• **Goal of the exercise**
Filter these entries down to the lines that hold the word "nodes", and show each of them.

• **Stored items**
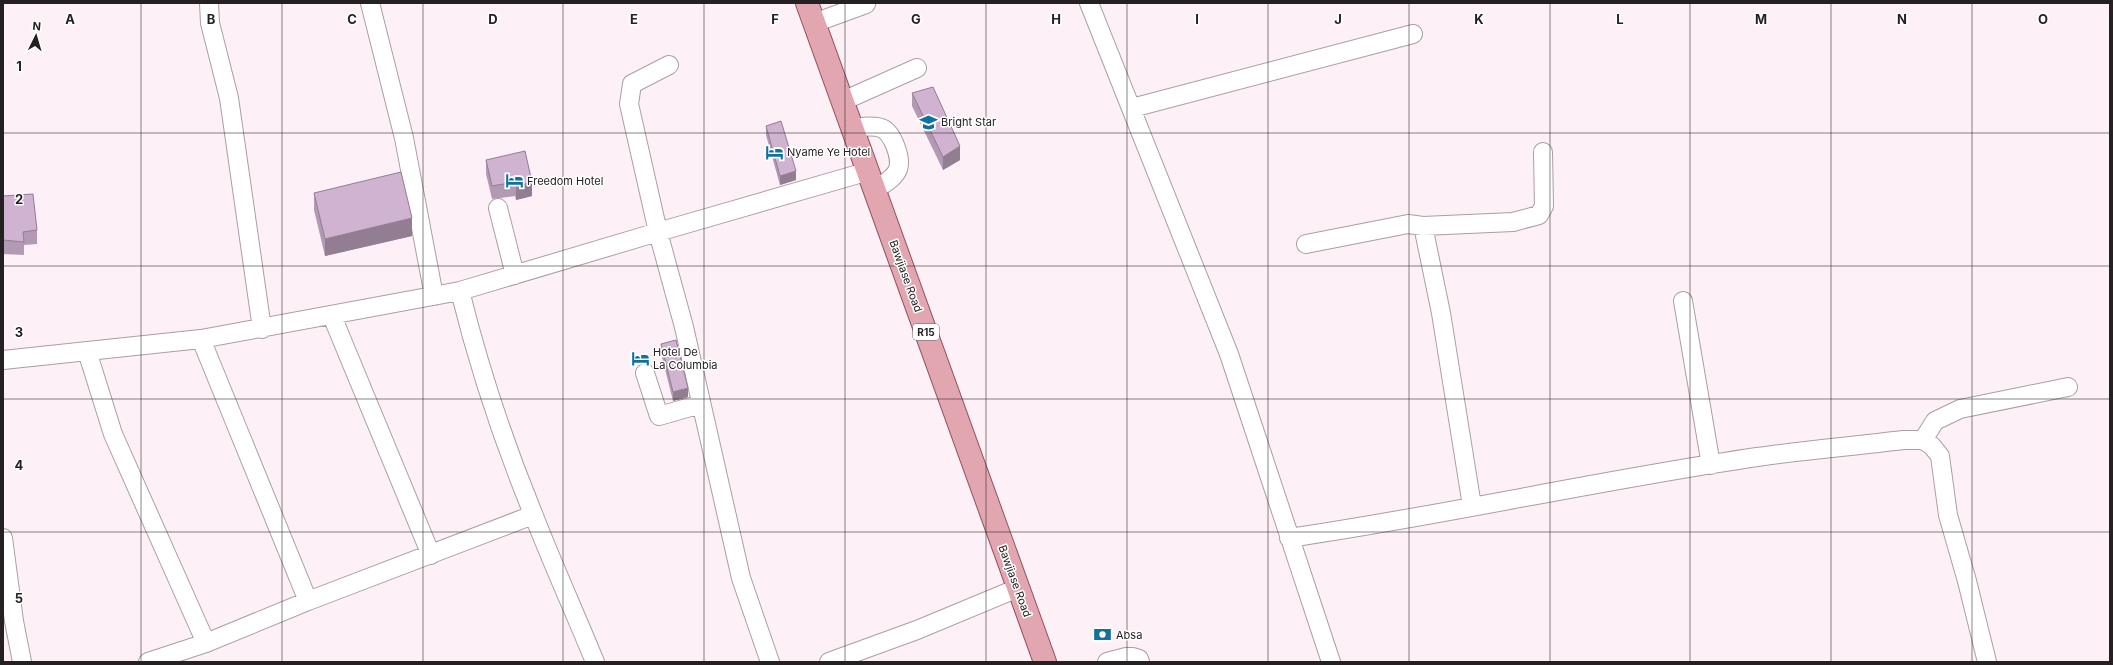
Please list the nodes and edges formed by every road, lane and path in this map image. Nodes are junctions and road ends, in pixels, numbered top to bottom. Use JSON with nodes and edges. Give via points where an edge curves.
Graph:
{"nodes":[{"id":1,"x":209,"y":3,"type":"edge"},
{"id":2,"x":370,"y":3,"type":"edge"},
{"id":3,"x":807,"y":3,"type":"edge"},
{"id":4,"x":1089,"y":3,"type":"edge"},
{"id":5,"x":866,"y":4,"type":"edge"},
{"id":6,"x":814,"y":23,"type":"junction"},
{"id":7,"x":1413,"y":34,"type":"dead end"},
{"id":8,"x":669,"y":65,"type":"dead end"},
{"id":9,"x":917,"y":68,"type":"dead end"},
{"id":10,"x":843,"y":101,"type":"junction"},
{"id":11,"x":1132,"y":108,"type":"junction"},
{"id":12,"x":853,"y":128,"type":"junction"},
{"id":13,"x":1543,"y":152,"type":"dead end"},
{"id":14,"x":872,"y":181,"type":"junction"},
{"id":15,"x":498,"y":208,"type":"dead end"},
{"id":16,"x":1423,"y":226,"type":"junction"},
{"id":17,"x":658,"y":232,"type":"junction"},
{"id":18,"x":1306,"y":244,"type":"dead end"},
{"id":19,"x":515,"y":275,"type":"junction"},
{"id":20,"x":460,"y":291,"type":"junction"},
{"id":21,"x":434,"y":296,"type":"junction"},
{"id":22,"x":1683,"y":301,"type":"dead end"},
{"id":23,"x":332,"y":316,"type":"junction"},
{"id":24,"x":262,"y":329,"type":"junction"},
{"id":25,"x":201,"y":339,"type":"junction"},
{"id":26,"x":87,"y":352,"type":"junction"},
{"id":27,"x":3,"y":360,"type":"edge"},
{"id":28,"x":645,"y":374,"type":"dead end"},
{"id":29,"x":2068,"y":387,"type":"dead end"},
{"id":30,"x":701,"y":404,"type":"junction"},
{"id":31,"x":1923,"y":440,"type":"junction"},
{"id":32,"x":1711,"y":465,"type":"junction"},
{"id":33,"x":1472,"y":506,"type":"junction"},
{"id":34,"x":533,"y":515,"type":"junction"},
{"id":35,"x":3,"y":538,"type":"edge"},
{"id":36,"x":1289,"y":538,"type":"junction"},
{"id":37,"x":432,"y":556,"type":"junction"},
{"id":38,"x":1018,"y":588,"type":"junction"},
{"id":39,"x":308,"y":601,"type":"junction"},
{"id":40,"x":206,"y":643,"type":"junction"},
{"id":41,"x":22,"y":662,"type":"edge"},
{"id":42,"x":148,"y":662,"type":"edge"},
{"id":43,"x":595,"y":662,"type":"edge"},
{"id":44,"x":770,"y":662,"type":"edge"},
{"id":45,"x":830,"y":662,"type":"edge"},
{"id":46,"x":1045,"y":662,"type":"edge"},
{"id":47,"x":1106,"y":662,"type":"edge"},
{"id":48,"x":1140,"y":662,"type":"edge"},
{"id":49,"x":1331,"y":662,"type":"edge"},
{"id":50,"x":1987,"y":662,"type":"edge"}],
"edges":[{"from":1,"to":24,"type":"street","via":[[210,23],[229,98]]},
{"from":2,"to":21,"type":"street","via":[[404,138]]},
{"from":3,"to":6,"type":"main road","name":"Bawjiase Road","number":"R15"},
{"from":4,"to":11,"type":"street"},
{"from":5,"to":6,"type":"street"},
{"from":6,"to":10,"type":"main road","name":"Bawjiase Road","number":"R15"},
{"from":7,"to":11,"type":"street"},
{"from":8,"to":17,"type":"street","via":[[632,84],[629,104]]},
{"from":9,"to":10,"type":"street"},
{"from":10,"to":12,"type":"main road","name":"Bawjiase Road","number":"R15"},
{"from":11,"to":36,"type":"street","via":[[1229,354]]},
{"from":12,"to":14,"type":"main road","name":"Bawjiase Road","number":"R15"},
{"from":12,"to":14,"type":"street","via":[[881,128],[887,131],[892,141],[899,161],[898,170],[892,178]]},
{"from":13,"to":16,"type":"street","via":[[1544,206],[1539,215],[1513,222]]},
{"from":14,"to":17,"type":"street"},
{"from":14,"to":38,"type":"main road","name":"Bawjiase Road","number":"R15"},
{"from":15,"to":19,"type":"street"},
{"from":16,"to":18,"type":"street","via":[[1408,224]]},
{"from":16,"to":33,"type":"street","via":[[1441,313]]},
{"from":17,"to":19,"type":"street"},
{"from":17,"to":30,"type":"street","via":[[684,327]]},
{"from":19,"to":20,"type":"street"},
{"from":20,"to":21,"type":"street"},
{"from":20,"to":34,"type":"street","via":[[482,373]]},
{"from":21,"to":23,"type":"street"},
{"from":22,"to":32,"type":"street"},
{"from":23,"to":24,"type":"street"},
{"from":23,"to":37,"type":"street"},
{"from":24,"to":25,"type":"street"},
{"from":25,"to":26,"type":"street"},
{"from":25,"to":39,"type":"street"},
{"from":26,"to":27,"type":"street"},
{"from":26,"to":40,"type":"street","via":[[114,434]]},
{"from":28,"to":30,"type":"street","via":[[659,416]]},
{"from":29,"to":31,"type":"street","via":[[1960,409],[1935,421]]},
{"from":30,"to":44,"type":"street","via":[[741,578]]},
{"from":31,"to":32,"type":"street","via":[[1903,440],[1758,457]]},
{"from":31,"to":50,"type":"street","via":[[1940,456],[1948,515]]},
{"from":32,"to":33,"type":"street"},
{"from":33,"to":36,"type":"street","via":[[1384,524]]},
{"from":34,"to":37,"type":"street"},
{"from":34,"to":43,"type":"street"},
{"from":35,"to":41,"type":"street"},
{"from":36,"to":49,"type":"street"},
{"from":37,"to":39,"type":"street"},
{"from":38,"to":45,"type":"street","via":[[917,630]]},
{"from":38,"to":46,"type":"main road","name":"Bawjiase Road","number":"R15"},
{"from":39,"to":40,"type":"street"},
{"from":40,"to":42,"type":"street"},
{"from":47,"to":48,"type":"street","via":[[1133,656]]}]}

• **Task solution**
Please list the nodes and edges formed by every road, lane and path in this map image. Nodes are junctions and road ends, in pixels, numbered top to bottom. Use JSON with nodes and edges. Give via points where an edge curves.
{"nodes":[{"id":1,"x":209,"y":3,"type":"edge"},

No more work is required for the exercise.